Impeachment proceedings
In January 1932, 25,000 jobless men from Pennsylvania (Cox's Army) marched to Washington to petition Congress and Hoover to start a job program. Hoover, fearing Communist agitation, ordered an investigation. The investigation discovered that while the march was not financed by Mellon, he did write a personal check so that 276 participants in the march could return to Pittsburgh. This action may have undermined Hoover's faith in his Treasury Secretary and, coupled with the impeachment hearing (below) led to Mellon's resignation.

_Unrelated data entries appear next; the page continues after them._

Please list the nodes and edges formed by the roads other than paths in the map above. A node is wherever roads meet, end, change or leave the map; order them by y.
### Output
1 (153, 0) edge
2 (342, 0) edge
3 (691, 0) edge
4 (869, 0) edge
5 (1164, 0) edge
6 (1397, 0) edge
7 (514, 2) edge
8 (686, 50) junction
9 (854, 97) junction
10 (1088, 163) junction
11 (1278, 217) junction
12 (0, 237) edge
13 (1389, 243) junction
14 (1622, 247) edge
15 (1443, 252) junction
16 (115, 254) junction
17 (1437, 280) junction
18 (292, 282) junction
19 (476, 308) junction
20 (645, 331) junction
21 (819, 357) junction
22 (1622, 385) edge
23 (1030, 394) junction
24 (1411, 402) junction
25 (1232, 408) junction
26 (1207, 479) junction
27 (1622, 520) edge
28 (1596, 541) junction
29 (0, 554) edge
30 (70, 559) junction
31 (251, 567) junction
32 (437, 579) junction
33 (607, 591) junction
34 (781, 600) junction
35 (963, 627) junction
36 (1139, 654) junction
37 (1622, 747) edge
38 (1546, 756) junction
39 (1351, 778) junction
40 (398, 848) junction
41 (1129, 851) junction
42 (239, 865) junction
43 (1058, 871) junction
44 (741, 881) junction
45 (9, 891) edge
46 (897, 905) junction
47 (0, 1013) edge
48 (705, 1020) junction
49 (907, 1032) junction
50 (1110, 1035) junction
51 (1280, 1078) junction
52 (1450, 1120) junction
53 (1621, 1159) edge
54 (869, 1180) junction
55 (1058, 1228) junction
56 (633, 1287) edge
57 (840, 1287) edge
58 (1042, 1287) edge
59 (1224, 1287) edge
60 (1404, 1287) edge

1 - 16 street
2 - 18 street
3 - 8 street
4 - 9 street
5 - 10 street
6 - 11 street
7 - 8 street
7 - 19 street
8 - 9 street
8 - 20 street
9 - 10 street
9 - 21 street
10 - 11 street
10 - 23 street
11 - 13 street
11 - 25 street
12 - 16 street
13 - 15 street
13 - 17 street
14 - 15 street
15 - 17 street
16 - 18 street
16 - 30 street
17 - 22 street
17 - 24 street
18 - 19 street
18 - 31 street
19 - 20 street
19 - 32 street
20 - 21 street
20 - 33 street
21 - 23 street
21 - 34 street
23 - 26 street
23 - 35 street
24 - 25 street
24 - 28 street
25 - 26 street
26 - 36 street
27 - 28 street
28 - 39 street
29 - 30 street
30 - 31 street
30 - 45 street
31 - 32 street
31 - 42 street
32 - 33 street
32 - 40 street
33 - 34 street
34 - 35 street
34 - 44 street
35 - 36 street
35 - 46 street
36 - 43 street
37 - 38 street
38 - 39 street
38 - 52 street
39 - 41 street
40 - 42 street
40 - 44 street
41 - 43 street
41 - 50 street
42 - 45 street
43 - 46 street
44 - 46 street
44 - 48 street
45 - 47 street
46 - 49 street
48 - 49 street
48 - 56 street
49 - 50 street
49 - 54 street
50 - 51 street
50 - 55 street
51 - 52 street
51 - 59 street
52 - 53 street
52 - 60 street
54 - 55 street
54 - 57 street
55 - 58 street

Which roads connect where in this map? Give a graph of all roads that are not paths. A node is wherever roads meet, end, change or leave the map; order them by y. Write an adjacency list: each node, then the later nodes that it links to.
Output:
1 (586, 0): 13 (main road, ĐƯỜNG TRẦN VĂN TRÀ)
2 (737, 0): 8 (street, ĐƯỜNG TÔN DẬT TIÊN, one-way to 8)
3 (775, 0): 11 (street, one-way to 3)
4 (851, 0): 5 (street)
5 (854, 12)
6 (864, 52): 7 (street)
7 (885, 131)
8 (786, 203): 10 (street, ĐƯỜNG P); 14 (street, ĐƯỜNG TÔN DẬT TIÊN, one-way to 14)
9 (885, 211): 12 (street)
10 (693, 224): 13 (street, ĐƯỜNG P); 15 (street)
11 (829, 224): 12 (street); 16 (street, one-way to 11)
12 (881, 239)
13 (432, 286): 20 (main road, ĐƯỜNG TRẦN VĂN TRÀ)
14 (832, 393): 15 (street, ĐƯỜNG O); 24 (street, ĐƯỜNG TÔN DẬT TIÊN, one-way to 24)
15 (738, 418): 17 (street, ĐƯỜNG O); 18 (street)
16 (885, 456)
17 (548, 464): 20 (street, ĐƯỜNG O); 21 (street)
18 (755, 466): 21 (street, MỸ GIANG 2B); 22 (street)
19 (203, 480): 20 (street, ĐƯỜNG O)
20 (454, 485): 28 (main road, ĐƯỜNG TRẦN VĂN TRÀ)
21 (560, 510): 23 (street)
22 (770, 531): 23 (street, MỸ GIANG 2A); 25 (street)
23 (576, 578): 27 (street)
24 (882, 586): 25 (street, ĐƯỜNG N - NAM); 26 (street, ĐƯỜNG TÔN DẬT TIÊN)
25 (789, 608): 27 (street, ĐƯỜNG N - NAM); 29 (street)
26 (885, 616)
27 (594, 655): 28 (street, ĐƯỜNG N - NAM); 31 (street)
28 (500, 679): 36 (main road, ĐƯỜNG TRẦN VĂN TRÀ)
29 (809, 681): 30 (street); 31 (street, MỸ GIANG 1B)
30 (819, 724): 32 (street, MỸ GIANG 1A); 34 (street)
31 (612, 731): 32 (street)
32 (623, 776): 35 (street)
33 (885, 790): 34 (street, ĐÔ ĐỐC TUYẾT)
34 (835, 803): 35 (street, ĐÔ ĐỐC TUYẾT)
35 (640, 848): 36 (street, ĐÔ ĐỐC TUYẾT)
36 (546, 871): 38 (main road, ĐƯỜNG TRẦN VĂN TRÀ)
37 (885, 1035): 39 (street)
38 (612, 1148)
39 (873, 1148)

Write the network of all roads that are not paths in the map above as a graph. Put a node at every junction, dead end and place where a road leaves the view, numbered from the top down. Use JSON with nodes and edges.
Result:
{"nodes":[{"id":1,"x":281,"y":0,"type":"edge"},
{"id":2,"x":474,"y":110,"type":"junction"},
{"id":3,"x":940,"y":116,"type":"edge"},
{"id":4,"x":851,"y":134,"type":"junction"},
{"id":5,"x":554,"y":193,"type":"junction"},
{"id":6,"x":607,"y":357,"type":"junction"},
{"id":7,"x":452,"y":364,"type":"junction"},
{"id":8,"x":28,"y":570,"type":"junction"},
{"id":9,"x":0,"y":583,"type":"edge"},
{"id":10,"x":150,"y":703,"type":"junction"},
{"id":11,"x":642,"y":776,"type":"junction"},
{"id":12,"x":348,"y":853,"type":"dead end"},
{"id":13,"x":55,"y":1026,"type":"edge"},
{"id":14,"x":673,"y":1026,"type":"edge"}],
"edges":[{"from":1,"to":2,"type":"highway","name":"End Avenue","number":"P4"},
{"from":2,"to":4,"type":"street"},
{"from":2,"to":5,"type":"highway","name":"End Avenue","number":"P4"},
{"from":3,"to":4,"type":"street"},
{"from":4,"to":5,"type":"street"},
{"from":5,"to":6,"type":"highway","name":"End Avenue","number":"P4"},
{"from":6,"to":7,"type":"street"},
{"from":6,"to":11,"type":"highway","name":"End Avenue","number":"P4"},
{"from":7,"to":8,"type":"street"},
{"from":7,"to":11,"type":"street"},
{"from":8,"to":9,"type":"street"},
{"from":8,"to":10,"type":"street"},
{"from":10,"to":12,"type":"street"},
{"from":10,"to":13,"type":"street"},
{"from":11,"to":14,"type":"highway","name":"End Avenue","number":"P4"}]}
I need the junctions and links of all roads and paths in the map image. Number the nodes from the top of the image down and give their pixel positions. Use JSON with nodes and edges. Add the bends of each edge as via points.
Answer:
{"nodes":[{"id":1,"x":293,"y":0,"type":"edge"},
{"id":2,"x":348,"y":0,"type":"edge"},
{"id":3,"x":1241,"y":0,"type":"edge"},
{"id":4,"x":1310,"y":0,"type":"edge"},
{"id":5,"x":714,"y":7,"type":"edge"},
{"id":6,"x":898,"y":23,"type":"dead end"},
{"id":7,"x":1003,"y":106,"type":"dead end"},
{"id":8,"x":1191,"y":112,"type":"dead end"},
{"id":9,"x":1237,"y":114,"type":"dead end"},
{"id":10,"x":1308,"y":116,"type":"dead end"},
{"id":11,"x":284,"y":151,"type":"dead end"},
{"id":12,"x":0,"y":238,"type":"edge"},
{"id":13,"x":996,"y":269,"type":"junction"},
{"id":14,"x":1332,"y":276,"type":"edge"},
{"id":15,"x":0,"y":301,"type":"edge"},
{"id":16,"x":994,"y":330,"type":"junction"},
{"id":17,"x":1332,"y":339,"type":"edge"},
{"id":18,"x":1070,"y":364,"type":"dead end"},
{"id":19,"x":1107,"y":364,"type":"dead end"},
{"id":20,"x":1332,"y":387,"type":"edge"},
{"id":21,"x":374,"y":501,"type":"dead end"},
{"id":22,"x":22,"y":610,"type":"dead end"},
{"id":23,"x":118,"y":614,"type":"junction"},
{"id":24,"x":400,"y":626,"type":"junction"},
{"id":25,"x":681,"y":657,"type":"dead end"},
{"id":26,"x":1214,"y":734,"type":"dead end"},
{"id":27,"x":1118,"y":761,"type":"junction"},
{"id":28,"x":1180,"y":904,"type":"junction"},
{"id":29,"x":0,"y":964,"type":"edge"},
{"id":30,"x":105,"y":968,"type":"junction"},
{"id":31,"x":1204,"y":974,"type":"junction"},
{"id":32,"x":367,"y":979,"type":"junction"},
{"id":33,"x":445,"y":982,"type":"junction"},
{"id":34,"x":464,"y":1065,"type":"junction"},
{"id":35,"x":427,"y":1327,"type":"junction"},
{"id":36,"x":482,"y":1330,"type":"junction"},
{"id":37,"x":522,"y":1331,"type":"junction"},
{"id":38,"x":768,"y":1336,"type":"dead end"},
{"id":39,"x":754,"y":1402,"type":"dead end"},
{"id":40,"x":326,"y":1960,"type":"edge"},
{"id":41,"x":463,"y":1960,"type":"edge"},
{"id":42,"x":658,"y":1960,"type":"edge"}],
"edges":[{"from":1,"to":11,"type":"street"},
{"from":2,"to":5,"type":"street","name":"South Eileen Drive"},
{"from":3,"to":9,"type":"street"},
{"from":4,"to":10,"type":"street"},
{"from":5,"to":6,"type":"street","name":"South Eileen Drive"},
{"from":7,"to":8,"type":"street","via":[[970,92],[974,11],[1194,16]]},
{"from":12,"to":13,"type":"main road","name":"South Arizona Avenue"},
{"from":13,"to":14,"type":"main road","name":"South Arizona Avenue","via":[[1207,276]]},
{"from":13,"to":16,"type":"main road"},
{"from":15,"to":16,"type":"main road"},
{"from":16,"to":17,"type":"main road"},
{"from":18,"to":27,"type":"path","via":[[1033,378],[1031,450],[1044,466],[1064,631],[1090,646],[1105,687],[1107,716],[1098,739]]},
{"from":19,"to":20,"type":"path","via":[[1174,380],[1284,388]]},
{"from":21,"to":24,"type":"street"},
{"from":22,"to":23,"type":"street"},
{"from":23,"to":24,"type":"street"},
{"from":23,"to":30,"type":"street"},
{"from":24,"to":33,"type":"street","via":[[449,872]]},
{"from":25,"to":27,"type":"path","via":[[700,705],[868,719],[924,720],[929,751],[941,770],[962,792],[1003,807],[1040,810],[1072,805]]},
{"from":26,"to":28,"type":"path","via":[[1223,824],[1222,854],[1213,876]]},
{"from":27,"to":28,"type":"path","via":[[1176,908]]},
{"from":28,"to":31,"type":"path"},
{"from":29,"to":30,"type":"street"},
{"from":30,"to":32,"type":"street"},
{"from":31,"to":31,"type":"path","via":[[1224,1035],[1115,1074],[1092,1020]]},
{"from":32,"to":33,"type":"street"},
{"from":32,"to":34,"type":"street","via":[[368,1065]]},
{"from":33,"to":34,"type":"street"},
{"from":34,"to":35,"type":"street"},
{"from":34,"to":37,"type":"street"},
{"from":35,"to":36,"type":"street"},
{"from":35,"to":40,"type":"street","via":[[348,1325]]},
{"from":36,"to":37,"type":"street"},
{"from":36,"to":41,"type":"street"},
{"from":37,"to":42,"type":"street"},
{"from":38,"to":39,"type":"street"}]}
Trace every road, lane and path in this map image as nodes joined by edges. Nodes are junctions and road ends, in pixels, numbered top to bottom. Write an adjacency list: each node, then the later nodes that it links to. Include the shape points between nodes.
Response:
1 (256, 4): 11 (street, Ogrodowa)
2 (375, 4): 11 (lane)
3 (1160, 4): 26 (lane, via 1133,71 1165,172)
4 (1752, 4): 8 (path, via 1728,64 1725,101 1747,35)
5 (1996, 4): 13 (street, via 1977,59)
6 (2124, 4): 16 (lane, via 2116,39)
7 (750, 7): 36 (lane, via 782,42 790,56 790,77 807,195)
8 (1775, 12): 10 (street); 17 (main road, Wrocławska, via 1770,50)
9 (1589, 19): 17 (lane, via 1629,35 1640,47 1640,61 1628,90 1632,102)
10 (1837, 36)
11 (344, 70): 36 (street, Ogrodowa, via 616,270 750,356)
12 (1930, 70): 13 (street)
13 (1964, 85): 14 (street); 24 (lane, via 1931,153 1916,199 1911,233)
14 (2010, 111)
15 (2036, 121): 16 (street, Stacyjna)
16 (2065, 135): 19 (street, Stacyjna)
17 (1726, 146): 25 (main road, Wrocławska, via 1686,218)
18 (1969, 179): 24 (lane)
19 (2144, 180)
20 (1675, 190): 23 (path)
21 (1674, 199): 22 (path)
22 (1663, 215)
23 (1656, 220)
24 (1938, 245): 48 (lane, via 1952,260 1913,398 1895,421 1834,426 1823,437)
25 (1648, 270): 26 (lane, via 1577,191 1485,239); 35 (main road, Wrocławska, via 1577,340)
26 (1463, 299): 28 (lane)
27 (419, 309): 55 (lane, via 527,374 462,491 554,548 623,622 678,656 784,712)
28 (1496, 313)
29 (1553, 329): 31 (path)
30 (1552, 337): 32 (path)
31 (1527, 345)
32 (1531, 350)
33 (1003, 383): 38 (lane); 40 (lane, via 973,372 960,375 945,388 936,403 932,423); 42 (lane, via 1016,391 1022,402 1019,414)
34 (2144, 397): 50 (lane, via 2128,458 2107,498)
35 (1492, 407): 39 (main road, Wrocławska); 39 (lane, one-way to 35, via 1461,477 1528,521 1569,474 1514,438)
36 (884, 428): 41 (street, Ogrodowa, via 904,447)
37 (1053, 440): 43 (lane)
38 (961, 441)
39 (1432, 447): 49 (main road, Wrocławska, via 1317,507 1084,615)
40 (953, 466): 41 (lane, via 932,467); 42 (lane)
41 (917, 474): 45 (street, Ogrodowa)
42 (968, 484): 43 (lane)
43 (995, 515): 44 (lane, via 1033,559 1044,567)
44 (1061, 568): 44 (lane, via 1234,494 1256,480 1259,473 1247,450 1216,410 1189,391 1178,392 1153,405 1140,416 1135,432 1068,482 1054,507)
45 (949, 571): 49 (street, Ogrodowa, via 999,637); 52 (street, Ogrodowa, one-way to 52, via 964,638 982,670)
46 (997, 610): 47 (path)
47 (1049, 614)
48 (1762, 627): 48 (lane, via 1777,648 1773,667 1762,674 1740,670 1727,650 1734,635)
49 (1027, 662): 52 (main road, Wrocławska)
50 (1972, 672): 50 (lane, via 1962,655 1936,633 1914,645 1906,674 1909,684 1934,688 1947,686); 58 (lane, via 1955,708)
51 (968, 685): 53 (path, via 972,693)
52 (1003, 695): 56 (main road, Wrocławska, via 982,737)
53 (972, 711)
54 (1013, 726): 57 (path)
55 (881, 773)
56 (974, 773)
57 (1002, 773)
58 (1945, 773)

  In January 1932, Rep. Wright Patman (D-TX) (later an F.D.R. New Deal supporter) and others introduced articles of impeachment against Mellon, with hearings before the House Judiciary Committee at the end of that month. After the hearings were over, but before the scheduled vote on whether to report the articles to the full House, Mellon accepted an appointment to the post of Ambassador to the Court of St. James and resigned as Treasury secretary in February. He served for one year as ambassador and then retired to private life. Representative Louis Thomas McFadden (R-PA) invoked Mellon's appointment while an impeachment was pending in his subsequent attempt to impeach President Hoover.